EXTRACTED INFORMATION -
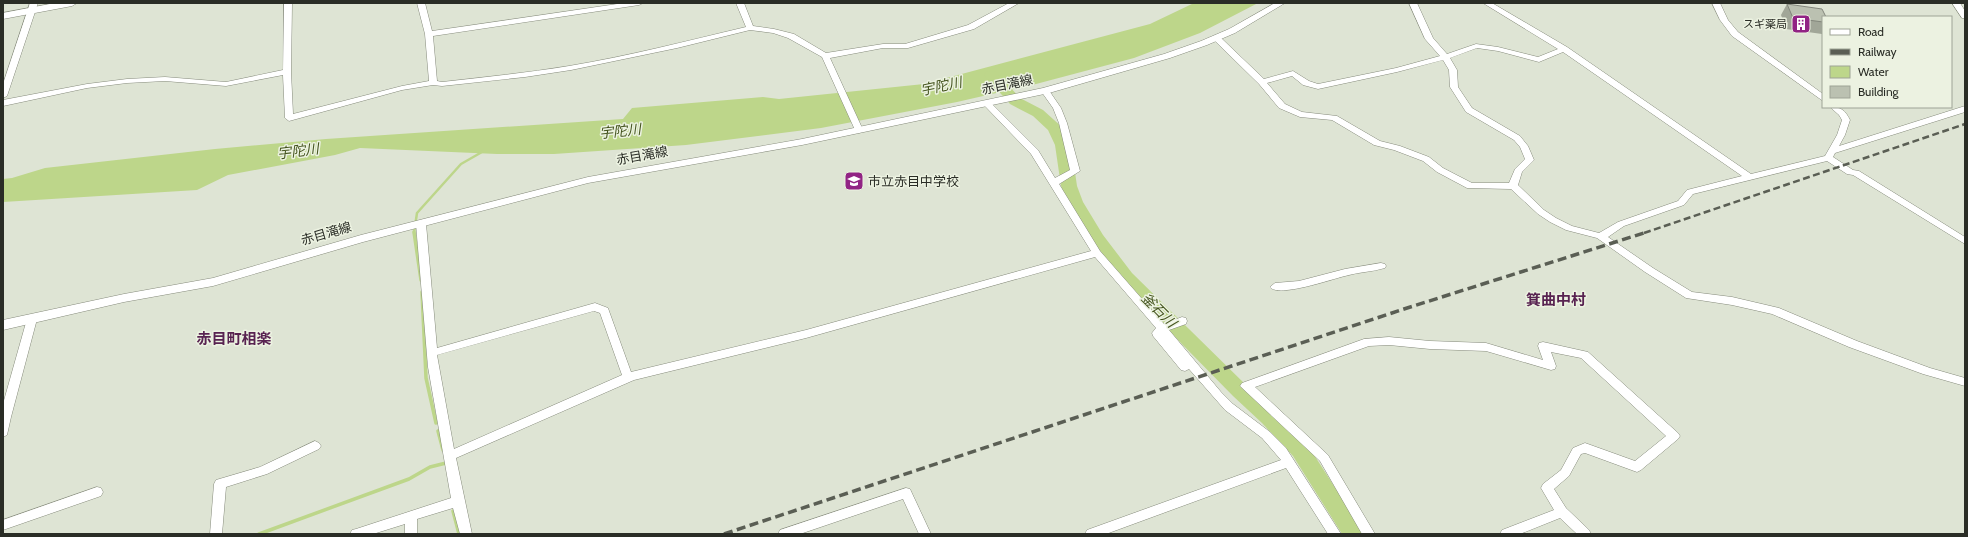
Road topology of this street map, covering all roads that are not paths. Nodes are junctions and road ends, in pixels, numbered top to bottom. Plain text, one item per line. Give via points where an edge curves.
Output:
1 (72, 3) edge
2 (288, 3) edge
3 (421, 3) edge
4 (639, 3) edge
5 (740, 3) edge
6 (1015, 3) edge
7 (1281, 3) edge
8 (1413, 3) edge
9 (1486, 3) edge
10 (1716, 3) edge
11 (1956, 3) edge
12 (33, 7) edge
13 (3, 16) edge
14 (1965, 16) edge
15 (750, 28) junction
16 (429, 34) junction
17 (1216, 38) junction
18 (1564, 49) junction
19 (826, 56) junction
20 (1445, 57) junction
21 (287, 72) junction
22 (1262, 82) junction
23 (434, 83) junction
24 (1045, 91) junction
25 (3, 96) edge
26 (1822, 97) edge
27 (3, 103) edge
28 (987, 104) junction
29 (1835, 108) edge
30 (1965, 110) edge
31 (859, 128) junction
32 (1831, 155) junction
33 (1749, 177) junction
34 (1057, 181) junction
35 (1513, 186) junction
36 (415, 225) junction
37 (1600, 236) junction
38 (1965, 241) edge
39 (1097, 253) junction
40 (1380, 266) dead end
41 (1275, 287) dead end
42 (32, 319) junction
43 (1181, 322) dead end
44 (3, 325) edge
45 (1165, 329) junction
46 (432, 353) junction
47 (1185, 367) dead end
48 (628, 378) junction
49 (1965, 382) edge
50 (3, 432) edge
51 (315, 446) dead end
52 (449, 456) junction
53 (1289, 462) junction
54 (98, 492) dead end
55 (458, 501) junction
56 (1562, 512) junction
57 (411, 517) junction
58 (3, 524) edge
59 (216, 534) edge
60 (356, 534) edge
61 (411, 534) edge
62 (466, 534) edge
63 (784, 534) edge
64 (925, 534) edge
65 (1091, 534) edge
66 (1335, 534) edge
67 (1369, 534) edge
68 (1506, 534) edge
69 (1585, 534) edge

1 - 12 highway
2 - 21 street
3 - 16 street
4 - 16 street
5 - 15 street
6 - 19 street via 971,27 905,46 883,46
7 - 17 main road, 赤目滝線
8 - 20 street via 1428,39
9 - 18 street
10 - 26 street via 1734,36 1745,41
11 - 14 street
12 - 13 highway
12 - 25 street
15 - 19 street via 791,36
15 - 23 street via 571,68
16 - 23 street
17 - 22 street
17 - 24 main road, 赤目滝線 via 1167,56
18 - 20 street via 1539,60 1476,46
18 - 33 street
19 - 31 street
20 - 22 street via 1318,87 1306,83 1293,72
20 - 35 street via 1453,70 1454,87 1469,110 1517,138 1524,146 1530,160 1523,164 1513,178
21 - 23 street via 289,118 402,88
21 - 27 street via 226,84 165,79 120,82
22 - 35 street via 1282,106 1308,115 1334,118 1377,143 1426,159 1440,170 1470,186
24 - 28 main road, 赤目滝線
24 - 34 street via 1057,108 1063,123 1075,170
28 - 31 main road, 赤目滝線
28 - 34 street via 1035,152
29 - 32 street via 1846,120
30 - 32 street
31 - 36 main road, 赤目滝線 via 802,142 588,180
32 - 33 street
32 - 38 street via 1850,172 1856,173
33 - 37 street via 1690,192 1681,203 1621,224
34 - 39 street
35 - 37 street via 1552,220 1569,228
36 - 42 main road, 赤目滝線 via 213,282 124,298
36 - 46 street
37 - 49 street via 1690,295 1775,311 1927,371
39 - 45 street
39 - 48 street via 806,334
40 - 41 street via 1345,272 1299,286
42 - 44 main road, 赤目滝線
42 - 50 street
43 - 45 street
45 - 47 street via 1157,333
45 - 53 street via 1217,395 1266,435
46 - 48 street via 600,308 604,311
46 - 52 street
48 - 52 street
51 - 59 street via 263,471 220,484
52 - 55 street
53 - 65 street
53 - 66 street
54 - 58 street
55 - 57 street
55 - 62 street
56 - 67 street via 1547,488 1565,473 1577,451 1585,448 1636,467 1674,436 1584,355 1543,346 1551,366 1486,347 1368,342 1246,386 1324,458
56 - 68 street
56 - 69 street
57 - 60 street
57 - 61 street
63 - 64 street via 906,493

==

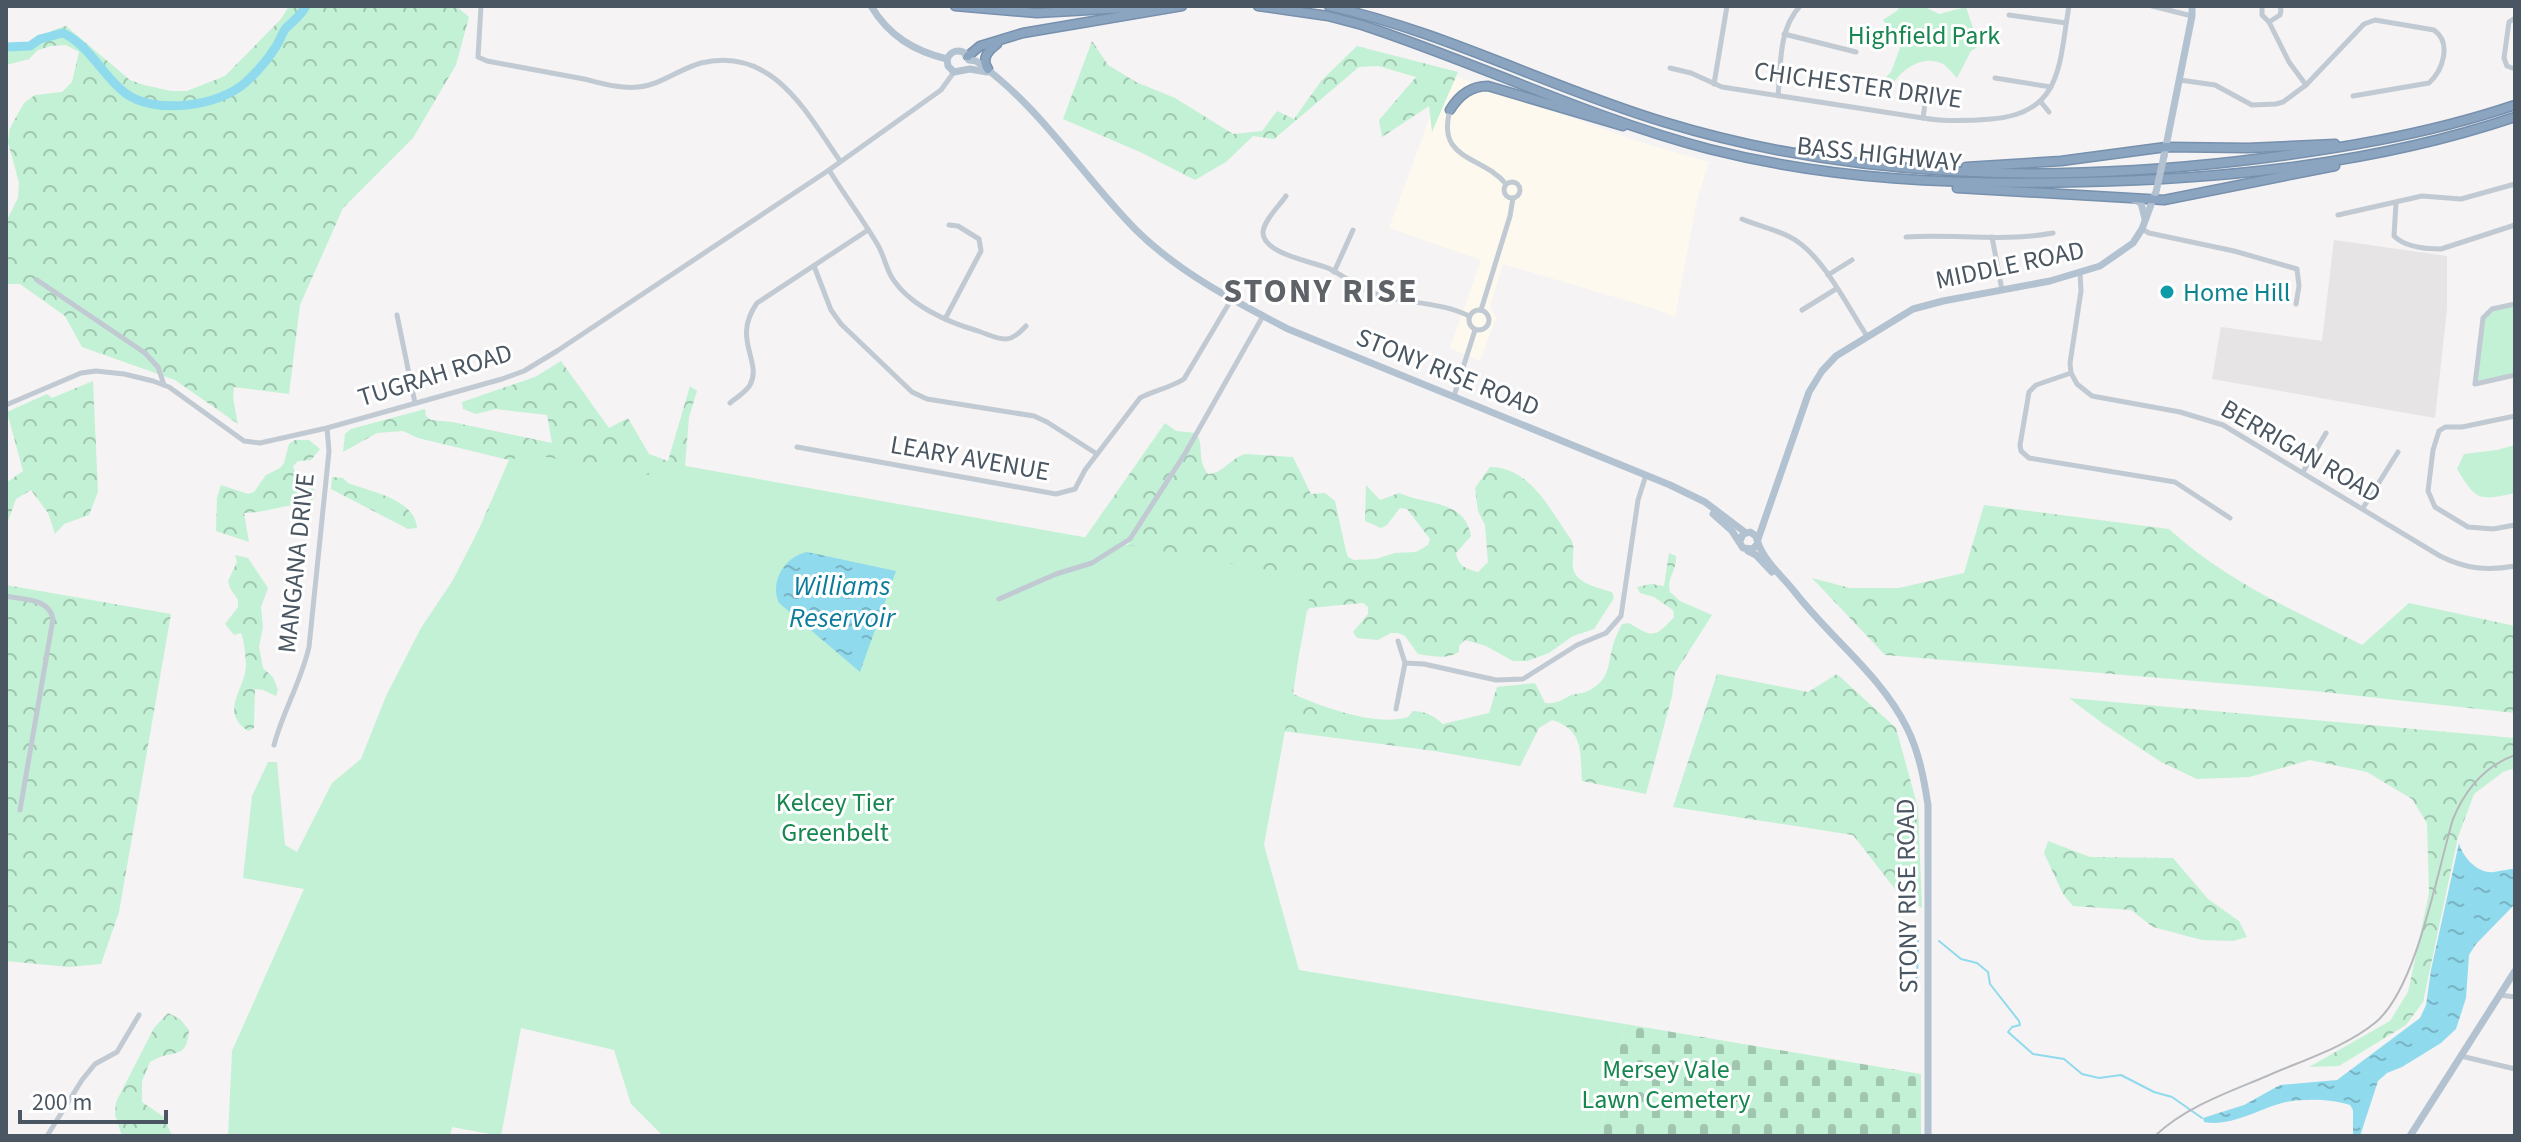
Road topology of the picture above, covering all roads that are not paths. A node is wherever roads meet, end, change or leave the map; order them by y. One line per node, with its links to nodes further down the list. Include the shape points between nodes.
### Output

EXERCISE BRIEF -
Working through the data above, find every line holding "that" and copy it.

WORKED SOLUTION -
Road topology of this street map, covering all roads that are not paths. Nodes are junctions and road ends, in pixels, numbered top to bottom. Plain text, one item per line. Give via points where an edge curves.
Road topology of the picture above, covering all roads that are not paths. A node is wherever roads meet, end, change or leave the map; order them by y. One line per node, with its links to nodes further down the list. Include the shape points between nodes.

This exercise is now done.